=== Begin Enclosure ===
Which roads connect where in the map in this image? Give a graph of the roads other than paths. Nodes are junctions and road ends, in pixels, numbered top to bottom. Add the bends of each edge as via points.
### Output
=== End Enclosure ===
=== Begin Enclosure ===
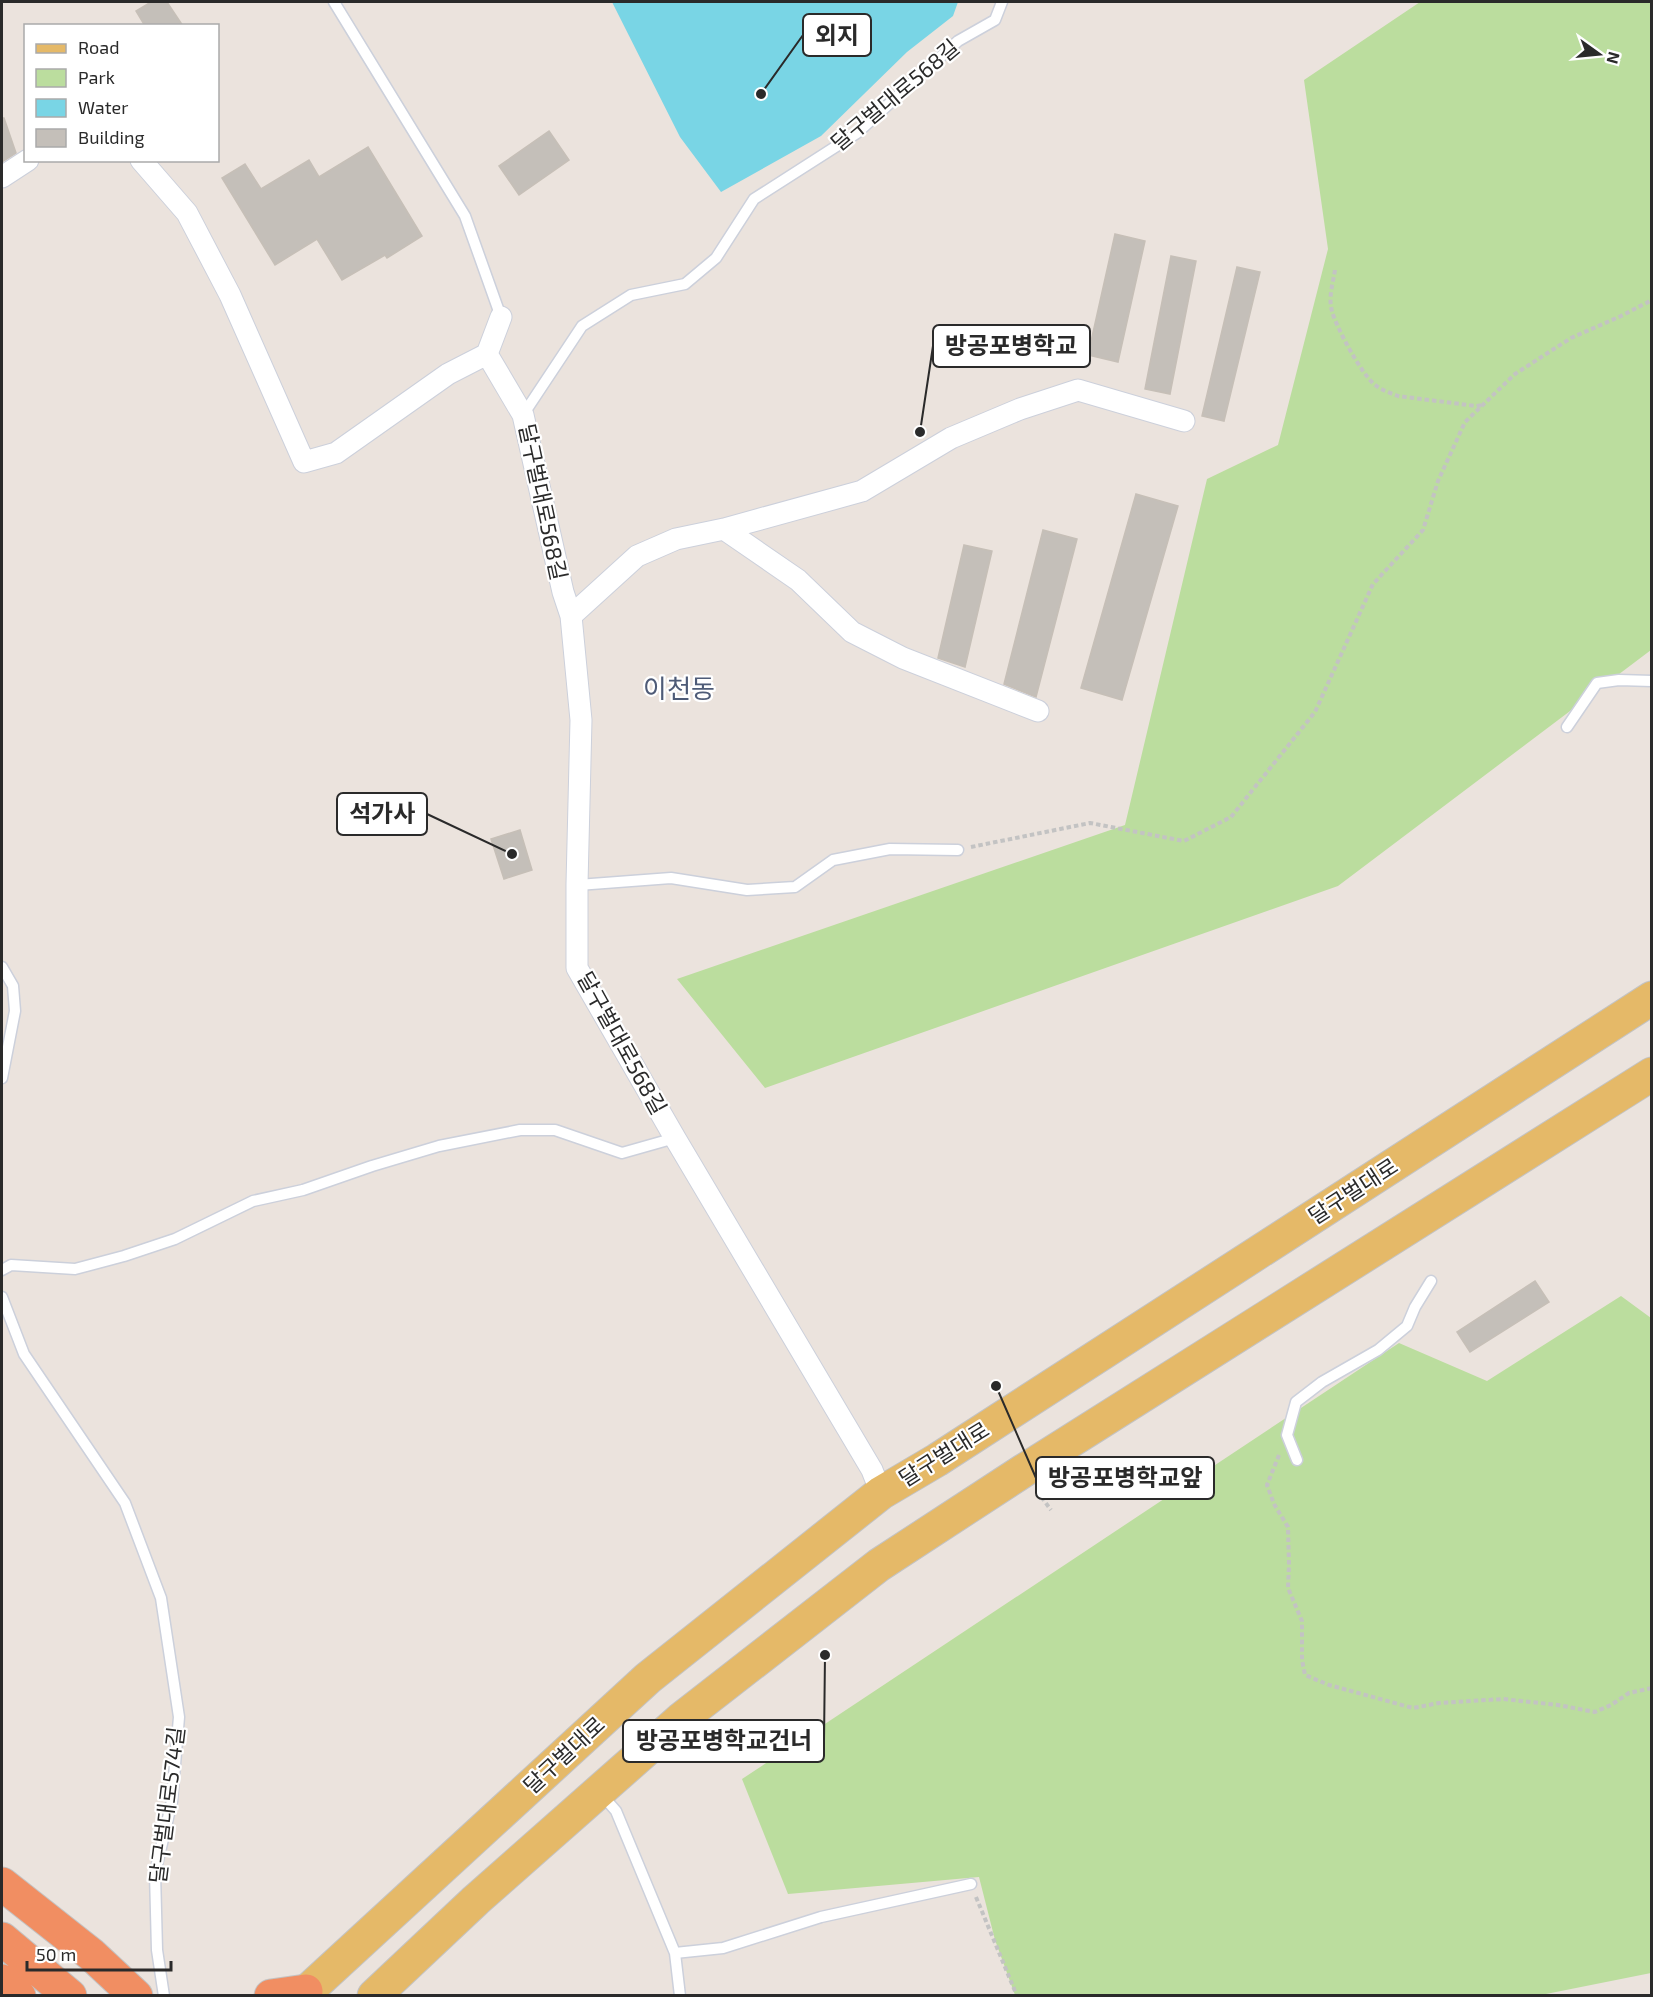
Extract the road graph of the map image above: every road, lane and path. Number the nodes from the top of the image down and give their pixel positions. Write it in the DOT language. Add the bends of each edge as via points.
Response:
=== End Enclosure ===
### Task statement
Check each line of the records for the word "points", and show the lines that contain it.

### Solution
Which roads connect where in the map in this image? Give a graph of the roads other than paths. Nodes are junctions and road ends, in pixels, numbered top to bottom. Add the bends of each edge as via points.
Extract the road graph of the map image above: every road, lane and path. Number the nodes from the top of the image down and give their pixel positions. Write it in the DOT language. Add the bends of each edge as via points.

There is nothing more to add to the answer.